• WANTED: Happy members who like to discuss audio and other topics related to our interest. Desire to learn and share knowledge of science required. There are many reviews of audio hardware and expert members to help answer your questions. Click here to have your audio equipment measured for free!

Catalogue of blind tests

ahofer

Master Contributor
Forum Donor
Joined
Jun 3, 2019
Messages
5,521
Likes
10,181
Location
New York City
I thought this thread on Head-Fi was a valiant effort to put together blind tests that have been performed over the years. Given that there have been many more (I'm thinking Archimago's tests, among others), it would be fun to open source a complete list.

https://www.head-fi.org/threads/testing-audiophile-claims-and-myths.486598/

(incidentally, the old Stereo Review amp test from January 1987 is now available here - https://americanradiohistory.com/Archive-HiFI-Stereo/80s/HiFi-Stereo-Review-1987-01.pdf )

A thread is a bad way to do it, because new tests get buried in the responses, and it's hard to keep the tests grouped by subject matter (cables, amps, single-blind, double-blind). I was wondering if there would be much appetite to do this in a wiki or other open-sourced form. I'd be willing to start. Or has it been done? I'd like to know I'm seeing everything.

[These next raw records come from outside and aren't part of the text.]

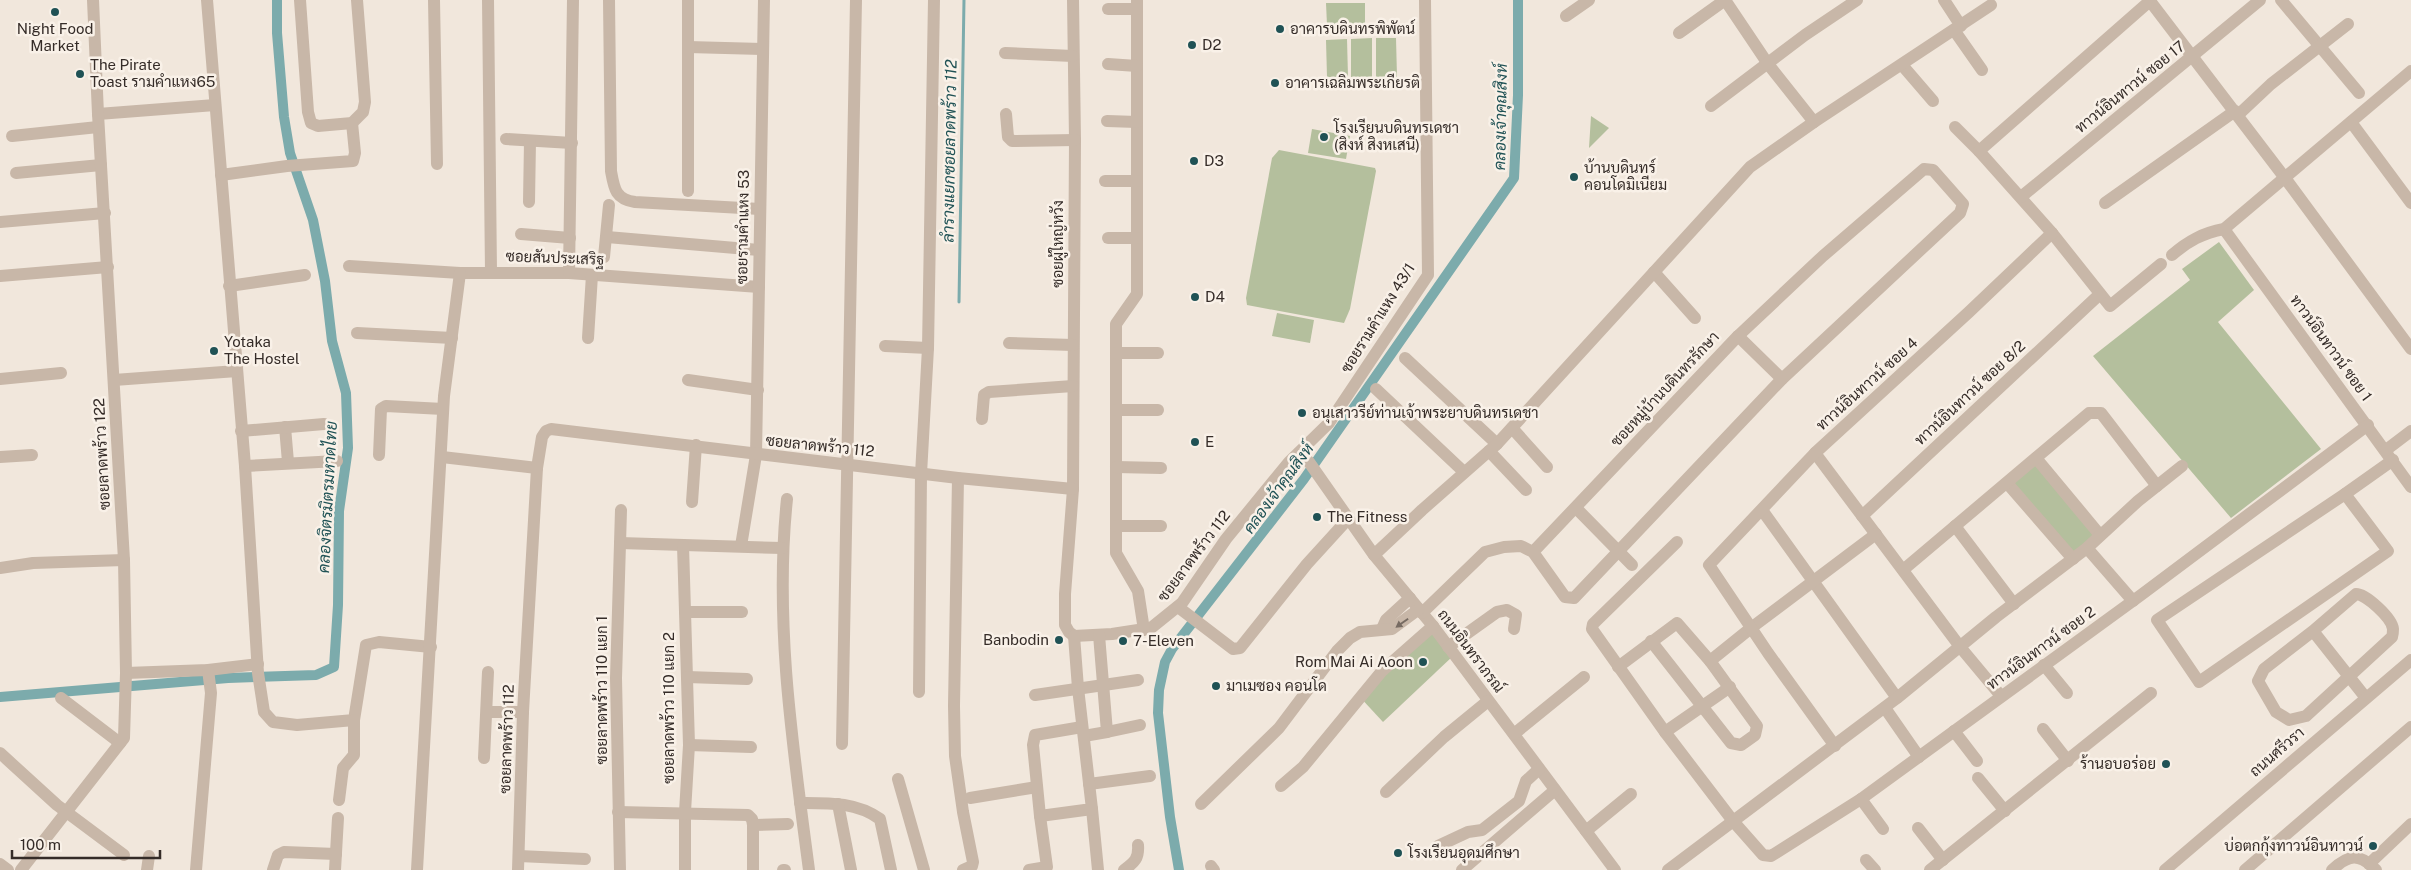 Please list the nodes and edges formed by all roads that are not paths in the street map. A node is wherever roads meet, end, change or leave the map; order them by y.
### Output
1 (93, 0) edge
2 (207, 0) edge
3 (300, 0) edge
4 (357, 0) edge
5 (434, 0) edge
6 (488, 0) edge
7 (573, 0) edge
8 (609, 0) edge
9 (688, 0) edge
10 (764, 0) edge
11 (856, 0) edge
12 (934, 0) edge
13 (1073, 0) edge
14 (1425, 0) edge
15 (1589, 0) edge
16 (1725, 0) edge
17 (1857, 0) edge
18 (1944, 0) edge
19 (2150, 0) edge
20 (2260, 0) edge
21 (2281, 0) edge
22 (1137, 5) edge
23 (1992, 5) dead end
24 (1108, 9) dead end
25 (1566, 16) dead end
26 (2348, 24) dead end
27 (1958, 28) junction
28 (1679, 33) dead end
29 (2319, 46) junction
30 (688, 47) junction
31 (762, 49) junction
32 (1005, 53) dead end
33 (1073, 56) junction
34 (2193, 56) junction
35 (1108, 64) dead end
36 (1768, 64) junction
37 (1902, 65) junction
38 (1137, 66) junction
39 (1982, 70) dead end
40 (2411, 71) edge
41 (2359, 93) dead end
42 (1933, 101) dead end
43 (215, 105) junction
44 (1712, 106) dead end
45 (2236, 113) junction
46 (1006, 114) dead end
47 (98, 120) junction
48 (1107, 122) dead end
49 (1137, 122) junction
50 (1814, 122) junction
51 (2351, 122) junction
52 (352, 123) junction
53 (1955, 127) dead end
54 (12, 136) dead end
55 (506, 139) dead end
56 (1075, 140) junction
57 (530, 141) junction
58 (572, 143) junction
59 (1979, 151) junction
60 (437, 164) dead end
61 (101, 165) junction
62 (16, 174) dead end
63 (221, 175) junction
64 (2285, 178) junction
65 (1105, 181) dead end
66 (1137, 181) junction
67 (688, 191) dead end
68 (2021, 197) junction
69 (529, 202) dead end
70 (2411, 203) edge
71 (2104, 204) dead end
72 (609, 205) dead end
73 (760, 209) junction
74 (105, 213) junction
75 (0, 222) edge
76 (2224, 228) junction
77 (2052, 233) junction
78 (521, 234) dead end
79 (607, 237) junction
80 (570, 238) junction
81 (1108, 238) dead end
82 (1137, 238) junction
83 (759, 250) junction
84 (2172, 254) dead end
85 (604, 257) dead end
86 (2161, 264) dead end
87 (349, 266) dead end
88 (108, 267) junction
89 (491, 272) junction
90 (1654, 272) junction
91 (460, 273) junction
92 (568, 274) junction
93 (305, 275) dead end
94 (592, 275) junction
95 (0, 276) edge
96 (229, 286) junction
97 (759, 288) junction
98 (2100, 294) junction
99 (1695, 318) dead end
100 (357, 333) dead end
101 (1738, 336) junction
102 (452, 338) junction
103 (588, 338) dead end
104 (1009, 344) dead end
105 (1073, 345) junction
106 (885, 346) dead end
107 (928, 348) junction
108 (2411, 349) edge
109 (1116, 353) junction
110 (1158, 353) dead end
111 (1405, 358) dead end
112 (237, 371) junction
113 (61, 373) dead end
114 (0, 379) edge
115 (1782, 379) junction
116 (114, 380) junction
117 (688, 380) dead end
118 (1073, 386) junction
119 (758, 390) junction
120 (1376, 390) dead end
121 (444, 409) junction
122 (1116, 410) junction
123 (1158, 410) dead end
124 (982, 419) dead end
125 (324, 424) dead end
126 (2368, 425) junction
127 (286, 427) junction
128 (1512, 428) junction
129 (241, 431) junction
130 (2411, 431) edge
131 (696, 445) junction
132 (1493, 448) junction
133 (1299, 453) junction
134 (1815, 453) junction
135 (32, 455) dead end
136 (379, 455) dead end
137 (756, 455) junction
138 (2390, 455) junction
139 (0, 457) edge
140 (442, 457) junction
141 (2036, 458) junction
142 (337, 461) dead end
143 (288, 462) junction
144 (848, 465) junction
145 (245, 466) junction
146 (2182, 466) dead end
147 (1116, 467) junction
148 (1547, 467) dead end
149 (537, 468) junction
150 (1162, 468) dead end
151 (1464, 472) junction
152 (922, 474) junction
153 (958, 478) junction
154 (2007, 483) junction
155 (2157, 486) junction
156 (2411, 486) edge
157 (1073, 489) junction
158 (1526, 490) dead end
159 (2345, 494) junction
160 (787, 499) dead end
161 (692, 502) dead end
162 (1576, 508) junction
163 (621, 510) dead end
164 (1762, 510) junction
165 (1862, 516) junction
166 (1348, 519) junction
167 (1116, 526) junction
168 (1160, 526) dead end
169 (1955, 526) junction
170 (1876, 534) junction
171 (2100, 535) junction
172 (1676, 542) dead end
173 (620, 543) junction
174 (683, 545) junction
175 (741, 546) junction
176 (782, 548) junction
177 (2087, 548) junction
178 (1618, 550) junction
179 (1533, 552) junction
180 (1374, 555) junction
181 (2073, 559) junction
182 (124, 560) junction
183 (1632, 565) dead end
184 (0, 568) edge
185 (1903, 570) junction
186 (1814, 580) junction
187 (1410, 598) junction
188 (2133, 601) junction
189 (2014, 604) junction
190 (1183, 611) junction
191 (1420, 611) junction
192 (685, 612) junction
193 (742, 612) dead end
194 (1433, 626) junction
195 (1382, 628) junction
196 (1751, 628) junction
197 (1514, 629) dead end
198 (1144, 630) junction
199 (2313, 631) junction
200 (1099, 635) junction
201 (1074, 636) junction
202 (1651, 641) junction
203 (431, 647) junction
204 (1448, 647) junction
205 (1961, 648) junction
206 (2411, 660) edge
207 (1710, 661) junction
208 (2044, 665) junction
209 (1618, 667) junction
210 (258, 668) junction
211 (208, 672) junction
212 (488, 672) dead end
213 (2348, 676) junction
214 (687, 677) junction
215 (1584, 677) dead end
216 (747, 680) dead end
217 (1138, 680) dead end
218 (126, 685) junction
219 (1103, 685) junction
220 (1730, 687) junction
221 (1078, 688) junction
222 (919, 692) dead end
223 (2067, 693) dead end
224 (2151, 693) dead end
225 (1035, 695) dead end
226 (2001, 696) junction
227 (61, 698) dead end
228 (1897, 698) junction
229 (2366, 698) junction
230 (1488, 701) junction
231 (1702, 706) junction
232 (1885, 708) junction
233 (487, 712) junction
234 (523, 712) junction
235 (354, 720) junction
236 (1140, 725) dead end
237 (2411, 727) edge
238 (2043, 729) dead end
239 (1954, 731) junction
240 (1083, 732) junction
241 (1107, 732) junction
242 (1665, 732) junction
243 (1514, 734) junction
244 (120, 743) junction
245 (842, 744) dead end
246 (689, 745) junction
247 (1835, 746) junction
248 (750, 747) dead end
249 (0, 753) edge
250 (1919, 757) junction
251 (484, 758) dead end
252 (1978, 761) dead end
253 (2068, 761) junction
254 (1540, 769) junction
255 (1150, 776) dead end
256 (1978, 778) dead end
257 (898, 779) dead end
258 (1089, 784) junction
259 (1281, 786) dead end
260 (1037, 787) junction
261 (1555, 790) junction
262 (1386, 792) dead end
263 (1631, 794) dead end
264 (970, 798) dead end
265 (1861, 799) junction
266 (339, 800) dead end
267 (800, 803) junction
268 (838, 804) junction
269 (1201, 804) dead end
270 (1092, 809) junction
271 (2005, 811) junction
272 (66, 812) junction
273 (618, 812) junction
274 (685, 812) junction
275 (1040, 816) junction
276 (338, 818) dead end
277 (1733, 820) junction
278 (753, 824) junction
279 (788, 824) dead end
280 (2411, 824) edge
281 (1918, 828) dead end
282 (1883, 829) dead end
283 (1586, 831) junction
284 (1138, 844) dead end
285 (1438, 846) dead end
286 (336, 854) junction
287 (124, 855) dead end
288 (149, 856) dead end
289 (519, 856) junction
290 (585, 859) dead end
291 (1866, 860) dead end
292 (1943, 860) junction
293 (0, 864) edge
294 (2373, 867) edge
295 (1047, 868) edge
296 (8, 870) edge
297 (20, 870) edge
298 (147, 870) edge
299 (196, 870) edge
300 (273, 870) edge
301 (335, 870) edge
302 (417, 870) edge
303 (518, 870) edge
304 (620, 870) edge
305 (685, 870) edge
306 (753, 870) edge
307 (809, 870) edge
308 (851, 870) edge
309 (891, 870) edge
310 (924, 870) edge
311 (963, 870) edge
312 (1029, 870) edge
313 (1098, 870) edge
314 (1124, 870) edge
315 (1462, 870) edge
316 (1615, 870) edge
317 (1668, 870) edge
318 (1875, 870) edge
319 (1930, 870) edge
320 (2165, 870) edge
321 (2246, 870) edge
322 (2332, 870) edge

1 - 47 street, ซอยลาดพร้าว 122
2 - 43 street
3 - 52 street
4 - 52 street
5 - 60 street
6 - 89 street
7 - 58 street
8 - 73 street
9 - 30 street
10 - 31 street, ซอยรามคำแหง 53
11 - 144 street
12 - 107 street
13 - 33 street, ซอยผู้ใหญ่หวัง
14 - 133 street, ซอยรามคำแหง 43/1
15 - 25 street
16 - 28 street
16 - 36 street
17 - 36 street
18 - 27 street
19 - 34 street
19 - 59 street
20 - 34 street, ทาวน์อินทาวน์ ซอย 17
21 - 29 street
22 - 24 street
22 - 38 street
23 - 27 street
26 - 29 street
27 - 37 street
27 - 39 street
29 - 41 street
29 - 45 street
30 - 31 street
30 - 67 street
31 - 73 street, ซอยรามคำแหง 53
32 - 33 street
33 - 56 street, ซอยผู้ใหญ่หวัง
34 - 45 street
34 - 68 street, ทาวน์อินทาวน์ ซอย 17
35 - 38 street
36 - 44 street
36 - 50 street
37 - 42 street
37 - 50 street
38 - 49 street
40 - 51 street
43 - 47 street
43 - 63 street
45 - 64 street
45 - 71 street
46 - 56 street
47 - 54 street
47 - 61 street, ซอยลาดพร้าว 122
48 - 49 street
49 - 66 street
50 - 90 street
51 - 64 street
51 - 70 street
52 - 63 street
53 - 59 street
55 - 57 street
56 - 105 street, ซอยผู้ใหญ่หวัง
57 - 58 street
57 - 69 street
58 - 80 street
59 - 68 street
61 - 62 street
61 - 74 street, ซอยลาดพร้าว 122
63 - 96 street
64 - 76 street
64 - 108 street
65 - 66 street
66 - 82 street
68 - 77 street
72 - 79 street
73 - 83 street, ซอยรามคำแหง 53
74 - 75 street
74 - 88 street, ซอยลาดพร้าว 122
76 - 84 street
76 - 126 street, ทาวน์อินทาวน์ ซอย 1
77 - 98 street
77 - 134 street, ทาวน์อินทาวน์ ซอย 4
78 - 80 street
79 - 83 street
79 - 85 street
80 - 92 street
81 - 82 street
82 - 109 street
83 - 97 street, ซอยรามคำแหง 53
86 - 98 street
87 - 91 street, ซอยสันประเสริฐ
88 - 95 street
88 - 116 street, ซอยลาดพร้าว 122
89 - 91 street, ซอยสันประเสริฐ
89 - 92 street, ซอยสันประเสริฐ
90 - 99 street
90 - 128 street
91 - 102 street
92 - 94 street, ซอยสันประเสริฐ
93 - 96 street
94 - 97 street, ซอยสันประเสริฐ
94 - 103 street
96 - 112 street
97 - 119 street, ซอยรามคำแหง 53
98 - 165 street, ทาวน์อินทาวน์ ซอย 8/2
100 - 102 street
101 - 115 street
101 - 115 street, ซอยหมู่บ้านบดินทรรักษา
101 - 162 street, ซอยหมู่บ้านบดินทรรักษา
102 - 121 street
104 - 105 street
105 - 118 street, ซอยผู้ใหญ่หวัง
106 - 107 street
107 - 152 street
109 - 110 street
109 - 122 street
111 - 132 street
112 - 116 street
112 - 129 street
113 - 114 street
115 - 178 street
116 - 182 street, ซอยลาดพร้าว 122
117 - 119 street
118 - 124 street
118 - 157 street, ซอยผู้ใหญ่หวัง
119 - 137 street, ซอยรามคำแหง 53
120 - 151 street
121 - 136 street
121 - 140 street
122 - 123 street
122 - 147 street
125 - 127 street
126 - 138 street, ทาวน์อินทาวน์ ซอย 1
126 - 188 street, ทาวน์อินทาวน์ ซอย 2
127 - 129 street
127 - 143 street
128 - 132 street
128 - 148 street
129 - 145 street
130 - 138 street
131 - 137 street, ซอยลาดพร้าว 112
131 - 149 street, ซอยลาดพร้าว 112
131 - 161 street
132 - 151 street
132 - 158 street
133 - 166 street, ถนนอินทราภรณ์
133 - 190 street, ซอยลาดพร้าว 112
134 - 164 street, ทาวน์อินทาวน์ ซอย 4
134 - 165 street
135 - 139 street
137 - 144 street, ซอยลาดพร้าว 112
137 - 175 street, ซอยรามคำแหง 53
138 - 156 street, ทาวน์อินทาวน์ ซอย 1
138 - 159 street
140 - 149 street
140 - 203 street
141 - 154 street
141 - 155 street
141 - 171 street
142 - 143 street
143 - 145 street
144 - 152 street, ซอยลาดพร้าว 112
144 - 245 street
145 - 210 street
146 - 155 street
147 - 150 street
147 - 167 street
149 - 234 street, ซอยลาดพร้าว 112
151 - 180 street
152 - 153 street, ซอยลาดพร้าว 112
152 - 222 street
153 - 157 street, ซอยลาดพร้าว 112
153 - 311 street
154 - 169 street
154 - 181 street
155 - 171 street
157 - 201 street
159 - 159 street
160 - 176 street
162 - 178 street
162 - 179 street, ซอยหมู่บ้านบดินทรรักษา
163 - 173 street, ซอยลาดพร้าว 110 แยก 1
164 - 186 street
164 - 196 street, ทาวน์อินทาวน์ ซอย 4
165 - 170 street
166 - 180 street, ถนนอินทราภรณ์
166 - 190 street
167 - 168 street
167 - 198 street
169 - 185 street
169 - 189 street
170 - 185 street
170 - 186 street
171 - 177 street
172 - 209 street
173 - 174 street
173 - 273 street, ซอยลาดพร้าว 110 แยก 1
174 - 175 street
174 - 192 street, ซอยลาดพร้าว 110 แยก 2
175 - 176 street
176 - 267 street
177 - 181 street
177 - 188 street
178 - 179 street
178 - 183 street
179 - 191 street
180 - 187 street, ถนนอินทราภรณ์
181 - 189 street
182 - 184 street
182 - 218 street, ซอยลาดพร้าว 122
185 - 205 street
186 - 196 street
186 - 228 street
187 - 191 street, ถนนอินทราภรณ์
187 - 195 street
188 - 208 street, ทาวน์อินทาวน์ ซอย 2
189 - 205 street
190 - 198 street, ซอยลาดพร้าว 112
191 - 194 street, ถนนอินทราภรณ์
191 -> 195 street
192 - 193 street
192 - 214 street, ซอยลาดพร้าว 110 แยก 2
194 - 204 street, ถนนอินทราภรณ์
194 - 259 street
195 - 269 street
196 - 207 street
196 - 247 street
197 - 204 street
198 - 200 street, ซอยลาดพร้าว 112
199 - 213 street
199 - 213 street
199 - 213 street
200 - 201 street, ซอยลาดพร้าว 112
200 - 219 street
201 - 221 street
202 - 207 street
202 - 209 street
202 - 231 street
203 - 235 street
203 - 302 street
204 - 230 street, ถนนอินทราภรณ์
205 - 226 street
205 - 228 street
206 - 229 street, ถนนศรีวรา
207 - 220 street
208 - 223 street
208 - 226 street, ทาวน์อินทาวน์ ซอย 2
209 - 242 street
210 - 211 street
210 - 235 street
211 - 218 street
211 - 299 street
212 - 233 street
213 - 229 street
214 - 216 street
214 - 246 street, ซอยลาดพร้าว 110 แยก 2
215 - 243 street
217 - 219 street
218 - 244 street, ซอยลาดพร้าว 122
219 - 221 street
219 - 241 street
220 - 231 street
220 - 231 street
221 - 225 street
221 - 240 street
224 - 253 street
226 - 239 street, ทาวน์อินทาวน์ ซอย 2
227 - 244 street
228 - 232 street
229 - 320 street, ถนนศรีวรา
230 - 243 street, ถนนอินทราภรณ์
230 - 262 street
231 - 242 street
232 - 247 street
232 - 250 street
233 - 234 street
233 - 251 street
234 - 289 street, ซอยลาดพร้าว 112
235 - 266 street
236 - 241 street
237 - 321 street
238 - 253 street
239 - 250 street, ทาวน์อินทาวน์ ซอย 2
239 - 252 street
240 - 241 street
240 - 258 street
240 - 260 street
242 - 277 street
243 - 254 street, ถนนอินทราภรณ์
244 - 272 street, ซอยลาดพร้าว 122
246 - 248 street
246 - 274 street, ซอยลาดพร้าว 110 แยก 2
247 - 277 street
249 - 272 street
250 - 265 street, ทาวน์อินทาวน์ ซอย 2
253 - 271 street
254 - 261 street, ถนนอินทราภรณ์
254 - 285 street
255 - 258 street
256 - 271 street
257 - 310 street
258 - 270 street
260 - 264 street
260 - 275 street
261 - 283 street, ถนนอินทราภรณ์
261 - 315 street
263 - 283 street
265 - 277 street, ทาวน์อินทาวน์ ซอย 2
265 - 282 street
267 - 268 street
267 - 307 street
268 - 308 street
268 - 309 street
270 - 275 street
270 - 313 street
271 - 292 street
272 - 287 street
272 - 297 street, ซอยลาดพร้าว 122
273 - 274 street
273 - 304 street, ซอยลาดพร้าว 110 แยก 1
274 - 278 street
274 - 305 street, ซอยลาดพร้าว 110 แยก 2
275 - 295 street
276 - 286 street
277 - 317 street
278 - 279 street
278 - 306 street
280 - 294 street
281 - 292 street
283 - 316 street, ถนนอินทราภรณ์
284 - 314 street
286 - 300 street
286 - 301 street
288 - 298 street
289 - 290 street
289 - 303 street, ซอยลาดพร้าว 112
291 - 318 street
292 - 319 street
293 - 296 street
294 - 322 street
295 - 312 street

On another forum, it was asserted to me today that

It’s not even remotely true that all tests "fail to reject the null hypothesis."

His example (the Carver challenge) didn't support his assertion, nor does the Stereophile amp test which ended up proving the participant's were biased to hear a difference between..the same amp. (https://www.stereophile.com/features/113/index.html) He hasn't provided another. Are there any? Am I missing some great volume of blind tests that show listeners can distinguish between adequately powered amps/cables without inserts/resolutions above mp3?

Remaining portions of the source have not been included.